26. In the instant case, the investigating authorities did not apply for further investigation and it was only upon the application filed by the de facto complainant under Section 173(8) was a direction given by the learned Magistrate to reinvestigate the matter. As we have already indicated above, such a course of action was beyond the jurisdictional competence of the Magistrate. Not only was the Magistrate wrong in directing a reinvestigation on the application made by the de facto complainant, but he also exceeded his jurisdiction in Page 17 of 22 R/SCR.A/2268/2014 CAV JUDGMENT entertaining the said application filed by the de facto complainant.
27. Since no application had been made by the investigating authorities for conducting further investigation as permitted under Section 173(8) CrPC, the other course of action open to the Magistrate as indicated by the High Court was to take recourse to the provisions of Section 319 of the Code at the stage of trial. We, therefore, see no reason to interfere with the order of the High Court since it will always be available to the Magistrate to take recourse to the provisions of Section 319 if any material is disclosed during the examination of the witnesses during the trial."

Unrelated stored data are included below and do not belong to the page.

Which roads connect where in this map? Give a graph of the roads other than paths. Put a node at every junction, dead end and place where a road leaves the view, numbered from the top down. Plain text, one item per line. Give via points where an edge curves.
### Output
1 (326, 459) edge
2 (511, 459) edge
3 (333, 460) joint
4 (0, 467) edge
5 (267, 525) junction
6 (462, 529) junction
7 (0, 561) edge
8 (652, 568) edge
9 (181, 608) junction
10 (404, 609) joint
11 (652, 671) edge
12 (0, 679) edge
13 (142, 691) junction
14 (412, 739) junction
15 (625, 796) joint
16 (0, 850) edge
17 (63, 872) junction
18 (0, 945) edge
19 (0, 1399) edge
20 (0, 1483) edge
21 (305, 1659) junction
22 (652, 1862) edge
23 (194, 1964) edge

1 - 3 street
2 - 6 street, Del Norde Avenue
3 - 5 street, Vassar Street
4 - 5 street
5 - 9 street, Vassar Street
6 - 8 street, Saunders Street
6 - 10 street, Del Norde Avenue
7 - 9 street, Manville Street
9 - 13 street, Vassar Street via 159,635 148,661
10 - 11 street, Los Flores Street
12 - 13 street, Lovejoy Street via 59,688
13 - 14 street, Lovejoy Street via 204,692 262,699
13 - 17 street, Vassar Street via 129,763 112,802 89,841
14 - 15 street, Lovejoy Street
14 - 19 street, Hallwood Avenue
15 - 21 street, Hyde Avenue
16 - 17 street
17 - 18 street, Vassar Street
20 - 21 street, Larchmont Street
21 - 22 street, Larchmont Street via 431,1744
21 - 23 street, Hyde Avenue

Having reiterated in tune with Randhir Singh Rana's case (supra) that Magistrate cannot suo motu or on his own motion, direct "further investigation" under Section 173(8), the Supreme Court, in clear terms, has held at para 20, that since it was the de facto complainant and not the investigating authority who had applied for "further investigation" under Section 173(8), the Magistrate could not have directed re- investigation, because such a course of action is beyond jurisdictional competence of the Magistrate. The conclusions, appearing in para 26 of Reeta Nag (supra), read as under:
"26. In the instant case, the investigating authorities did not apply for "further investigation" and it was only upon the application filed by the de facto complainant under Section 173(8) was a direction given by the learned Magistrate to reinvestigate the matter. As we have already indicated above, such a course of action was beyond the jurisdictional competence of the Magistrate. Not only was the Magistrate wrong in directing a reinvestigation on the application made by the de facto complainant, but he also exceeded his jurisdiction in entertaining the said application filed by the de facto complainant."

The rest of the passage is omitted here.